Judge Young's timeline proved accurate and her concerns, well-founded. A partial implementation of the e-filing system took root in late 2004, with several circuit judges actively participating in the e-filing system. After lengthily budget debates, Oakland County hired a different IT contractor than the federal court's outstanding PACER system. The WIZNET system, selected by the Oakland County courts, works very well. Unlike PACER, however, users "pay per use" when accessing documents. PACER is free.
During the past 18-months, law firms have attempted to close the technology gap, and get their offices on board with e-filing. Despite court-ordered e-filing requirements, problems persist.
While a simple matter to transmit a basic pleading via email to the court and parties, complicated exhibits in a variety of sizes and shapes pose challenges. Also, some tribunals (such as case evaluators and mediators) will not accept e-filings. Some attorneys have not upgraded their Adobe Acrobat programs, essential for e-filing compatibility. Other attorneys cling to hard-copy files as a form of legal security blanket. Still other attorneys, incredibly, do not have computers. Many insurance defense attorneys refuse to sign stipulated orders with an agreed upon electronic protocol for filing pleadings and transmitting documents.

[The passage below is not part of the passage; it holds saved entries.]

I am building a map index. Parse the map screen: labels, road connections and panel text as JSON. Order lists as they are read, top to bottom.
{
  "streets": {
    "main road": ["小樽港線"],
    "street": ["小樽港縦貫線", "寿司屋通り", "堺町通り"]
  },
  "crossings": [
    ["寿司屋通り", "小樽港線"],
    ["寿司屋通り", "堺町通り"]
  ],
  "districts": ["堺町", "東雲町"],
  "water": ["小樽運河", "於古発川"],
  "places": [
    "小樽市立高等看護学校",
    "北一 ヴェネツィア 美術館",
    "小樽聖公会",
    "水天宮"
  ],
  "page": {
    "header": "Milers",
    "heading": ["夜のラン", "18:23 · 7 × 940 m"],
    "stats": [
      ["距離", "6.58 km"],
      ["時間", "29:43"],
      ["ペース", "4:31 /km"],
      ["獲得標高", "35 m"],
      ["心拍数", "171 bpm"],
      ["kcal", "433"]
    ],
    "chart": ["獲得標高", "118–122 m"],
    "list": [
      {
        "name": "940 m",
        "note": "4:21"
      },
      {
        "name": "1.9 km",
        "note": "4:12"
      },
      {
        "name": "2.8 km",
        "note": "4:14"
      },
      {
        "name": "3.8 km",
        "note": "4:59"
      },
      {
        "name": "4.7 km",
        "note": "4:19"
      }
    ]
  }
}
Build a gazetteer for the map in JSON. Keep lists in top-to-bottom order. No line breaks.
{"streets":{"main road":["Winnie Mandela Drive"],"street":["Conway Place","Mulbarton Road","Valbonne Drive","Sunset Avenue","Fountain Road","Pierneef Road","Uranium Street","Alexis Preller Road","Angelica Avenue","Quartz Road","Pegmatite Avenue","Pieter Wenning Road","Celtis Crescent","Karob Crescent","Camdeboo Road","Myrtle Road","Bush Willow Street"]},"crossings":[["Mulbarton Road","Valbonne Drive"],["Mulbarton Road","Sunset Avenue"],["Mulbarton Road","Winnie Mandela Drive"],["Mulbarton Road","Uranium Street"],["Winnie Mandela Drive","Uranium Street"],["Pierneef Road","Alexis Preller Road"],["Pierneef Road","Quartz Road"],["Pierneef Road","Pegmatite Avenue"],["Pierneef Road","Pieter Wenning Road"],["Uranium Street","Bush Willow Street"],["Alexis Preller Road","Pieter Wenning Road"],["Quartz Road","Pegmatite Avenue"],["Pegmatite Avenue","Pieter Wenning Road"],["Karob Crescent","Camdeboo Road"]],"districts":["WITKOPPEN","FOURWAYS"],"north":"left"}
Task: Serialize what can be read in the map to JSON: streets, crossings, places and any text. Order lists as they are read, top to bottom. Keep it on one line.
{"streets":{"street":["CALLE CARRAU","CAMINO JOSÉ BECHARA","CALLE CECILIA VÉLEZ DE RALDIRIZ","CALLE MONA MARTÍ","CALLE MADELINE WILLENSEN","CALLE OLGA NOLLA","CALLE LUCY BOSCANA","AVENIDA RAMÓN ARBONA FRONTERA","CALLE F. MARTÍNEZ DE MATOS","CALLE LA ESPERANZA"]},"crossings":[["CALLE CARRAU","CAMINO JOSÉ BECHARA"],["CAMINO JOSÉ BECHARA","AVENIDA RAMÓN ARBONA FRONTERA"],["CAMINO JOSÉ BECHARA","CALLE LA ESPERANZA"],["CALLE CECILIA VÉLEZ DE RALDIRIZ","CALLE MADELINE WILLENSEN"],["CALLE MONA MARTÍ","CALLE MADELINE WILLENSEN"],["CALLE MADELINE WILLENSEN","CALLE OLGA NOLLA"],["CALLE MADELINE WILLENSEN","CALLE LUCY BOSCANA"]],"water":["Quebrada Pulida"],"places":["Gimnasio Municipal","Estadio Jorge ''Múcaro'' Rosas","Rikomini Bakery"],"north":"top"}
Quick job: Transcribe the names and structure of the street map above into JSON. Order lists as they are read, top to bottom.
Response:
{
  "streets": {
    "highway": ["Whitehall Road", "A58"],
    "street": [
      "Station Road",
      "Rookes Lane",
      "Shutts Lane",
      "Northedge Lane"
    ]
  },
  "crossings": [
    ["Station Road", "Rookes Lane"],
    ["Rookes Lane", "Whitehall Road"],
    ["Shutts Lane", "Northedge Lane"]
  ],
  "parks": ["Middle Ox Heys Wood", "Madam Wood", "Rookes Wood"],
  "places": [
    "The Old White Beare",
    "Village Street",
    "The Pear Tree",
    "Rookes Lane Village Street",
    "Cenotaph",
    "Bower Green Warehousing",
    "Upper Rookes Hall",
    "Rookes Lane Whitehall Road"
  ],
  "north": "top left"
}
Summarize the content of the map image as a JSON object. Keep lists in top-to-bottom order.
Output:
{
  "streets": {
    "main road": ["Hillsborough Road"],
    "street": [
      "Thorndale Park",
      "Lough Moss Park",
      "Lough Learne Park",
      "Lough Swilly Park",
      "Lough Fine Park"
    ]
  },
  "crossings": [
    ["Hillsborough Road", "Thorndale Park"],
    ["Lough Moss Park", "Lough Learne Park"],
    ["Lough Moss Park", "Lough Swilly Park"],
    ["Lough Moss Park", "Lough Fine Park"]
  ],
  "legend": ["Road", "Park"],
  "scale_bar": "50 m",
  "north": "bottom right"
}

Perhaps the biggest frustration for attorneys is they have to maintain both file media, paper and electronic, while they wait for the "standard of care" to catch-up. This wastes effort and savages efficiency.
Despite these challenges, some cutting-edge practitioners are rising to the occasion. The paperless-file is not a trend but rather, reality. Law firms can eliminate wasteful consumption of paper and cut the costs of processing, storing and eventually eliminating paper files.
The flow of information comes ever-faster in the modern law office. Attorneys can manage this information much better if they do not have to worry about old-fashioned paper.